*WORK INSTRUCTIONS:* Of the entries below, copy only those lines that contain the word "Caddesi".

*EXTRACTED MATERIAL:*
.....
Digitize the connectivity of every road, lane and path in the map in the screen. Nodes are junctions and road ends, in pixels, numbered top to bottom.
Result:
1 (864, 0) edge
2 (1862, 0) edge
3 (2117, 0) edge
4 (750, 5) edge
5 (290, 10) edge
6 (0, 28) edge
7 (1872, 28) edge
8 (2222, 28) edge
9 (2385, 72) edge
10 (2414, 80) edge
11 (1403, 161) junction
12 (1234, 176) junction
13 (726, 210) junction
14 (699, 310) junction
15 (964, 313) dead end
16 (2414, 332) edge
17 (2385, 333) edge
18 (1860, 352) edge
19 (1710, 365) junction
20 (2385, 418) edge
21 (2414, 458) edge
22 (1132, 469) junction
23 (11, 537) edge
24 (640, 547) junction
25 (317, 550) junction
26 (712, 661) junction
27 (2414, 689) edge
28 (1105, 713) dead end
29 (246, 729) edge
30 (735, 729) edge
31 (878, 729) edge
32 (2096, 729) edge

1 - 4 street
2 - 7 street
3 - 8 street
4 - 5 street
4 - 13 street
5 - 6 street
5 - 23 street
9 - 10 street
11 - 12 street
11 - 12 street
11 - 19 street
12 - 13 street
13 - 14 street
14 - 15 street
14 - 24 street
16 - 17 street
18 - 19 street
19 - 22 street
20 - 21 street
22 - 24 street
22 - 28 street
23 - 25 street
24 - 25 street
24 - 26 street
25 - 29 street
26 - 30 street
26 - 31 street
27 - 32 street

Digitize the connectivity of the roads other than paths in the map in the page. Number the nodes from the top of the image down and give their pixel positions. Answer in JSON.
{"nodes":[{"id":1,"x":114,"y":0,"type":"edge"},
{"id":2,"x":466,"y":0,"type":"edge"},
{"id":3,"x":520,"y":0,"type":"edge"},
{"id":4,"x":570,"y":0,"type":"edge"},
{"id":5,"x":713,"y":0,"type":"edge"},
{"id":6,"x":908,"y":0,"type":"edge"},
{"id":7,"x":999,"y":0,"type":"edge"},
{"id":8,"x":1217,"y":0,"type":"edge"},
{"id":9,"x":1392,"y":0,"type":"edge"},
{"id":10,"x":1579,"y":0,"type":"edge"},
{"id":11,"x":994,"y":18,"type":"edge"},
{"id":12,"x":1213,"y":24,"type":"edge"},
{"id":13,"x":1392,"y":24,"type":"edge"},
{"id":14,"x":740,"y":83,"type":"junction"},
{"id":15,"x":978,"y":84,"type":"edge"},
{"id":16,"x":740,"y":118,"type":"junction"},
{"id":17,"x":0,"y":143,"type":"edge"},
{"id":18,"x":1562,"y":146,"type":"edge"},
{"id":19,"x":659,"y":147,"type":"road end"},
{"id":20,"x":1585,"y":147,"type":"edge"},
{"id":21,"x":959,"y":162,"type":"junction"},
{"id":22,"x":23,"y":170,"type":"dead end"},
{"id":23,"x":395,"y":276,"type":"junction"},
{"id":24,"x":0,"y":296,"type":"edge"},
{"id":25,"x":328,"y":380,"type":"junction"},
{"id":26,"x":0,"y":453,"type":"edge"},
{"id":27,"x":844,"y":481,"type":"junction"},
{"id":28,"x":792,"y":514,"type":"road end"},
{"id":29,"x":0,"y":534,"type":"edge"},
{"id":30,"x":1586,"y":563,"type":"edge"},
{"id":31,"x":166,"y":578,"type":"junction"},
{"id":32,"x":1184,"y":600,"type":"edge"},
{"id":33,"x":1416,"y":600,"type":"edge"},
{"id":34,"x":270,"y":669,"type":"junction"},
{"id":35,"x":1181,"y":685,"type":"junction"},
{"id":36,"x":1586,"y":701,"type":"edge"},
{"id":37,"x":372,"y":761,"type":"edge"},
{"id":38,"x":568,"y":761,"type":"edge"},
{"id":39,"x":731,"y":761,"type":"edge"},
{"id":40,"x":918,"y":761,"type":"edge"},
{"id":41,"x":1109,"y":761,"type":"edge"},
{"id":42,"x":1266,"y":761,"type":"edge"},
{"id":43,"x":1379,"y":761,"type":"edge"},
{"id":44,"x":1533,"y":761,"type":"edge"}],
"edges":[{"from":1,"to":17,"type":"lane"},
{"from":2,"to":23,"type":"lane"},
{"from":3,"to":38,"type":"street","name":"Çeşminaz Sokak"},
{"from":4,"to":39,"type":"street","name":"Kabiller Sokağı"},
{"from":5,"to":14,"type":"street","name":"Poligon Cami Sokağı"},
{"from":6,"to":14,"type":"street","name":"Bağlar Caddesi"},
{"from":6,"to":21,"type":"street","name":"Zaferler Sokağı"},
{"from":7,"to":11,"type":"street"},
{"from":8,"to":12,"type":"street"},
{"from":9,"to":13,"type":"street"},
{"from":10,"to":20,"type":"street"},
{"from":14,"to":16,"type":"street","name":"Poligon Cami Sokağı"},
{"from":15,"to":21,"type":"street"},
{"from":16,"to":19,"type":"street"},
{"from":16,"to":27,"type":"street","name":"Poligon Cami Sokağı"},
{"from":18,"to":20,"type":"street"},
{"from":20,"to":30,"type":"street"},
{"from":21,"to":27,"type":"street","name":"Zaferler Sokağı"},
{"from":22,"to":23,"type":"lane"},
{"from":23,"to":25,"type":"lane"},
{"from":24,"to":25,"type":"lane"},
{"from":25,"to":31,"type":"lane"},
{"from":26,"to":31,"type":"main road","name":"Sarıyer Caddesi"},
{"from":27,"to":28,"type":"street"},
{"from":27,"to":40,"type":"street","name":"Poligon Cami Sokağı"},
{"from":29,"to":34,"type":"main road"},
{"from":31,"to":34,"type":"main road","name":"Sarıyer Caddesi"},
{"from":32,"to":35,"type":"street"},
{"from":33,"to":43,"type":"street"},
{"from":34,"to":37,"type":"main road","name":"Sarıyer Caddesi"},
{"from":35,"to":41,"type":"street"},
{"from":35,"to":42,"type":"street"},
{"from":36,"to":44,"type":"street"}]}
.....
*RESULT OF THIS TASK:*
{"from":6,"to":14,"type":"street","name":"Bağlar Caddesi"},
{"from":26,"to":31,"type":"main road","name":"Sarıyer Caddesi"},
{"from":31,"to":34,"type":"main road","name":"Sarıyer Caddesi"},
{"from":34,"to":37,"type":"main road","name":"Sarıyer Caddesi"},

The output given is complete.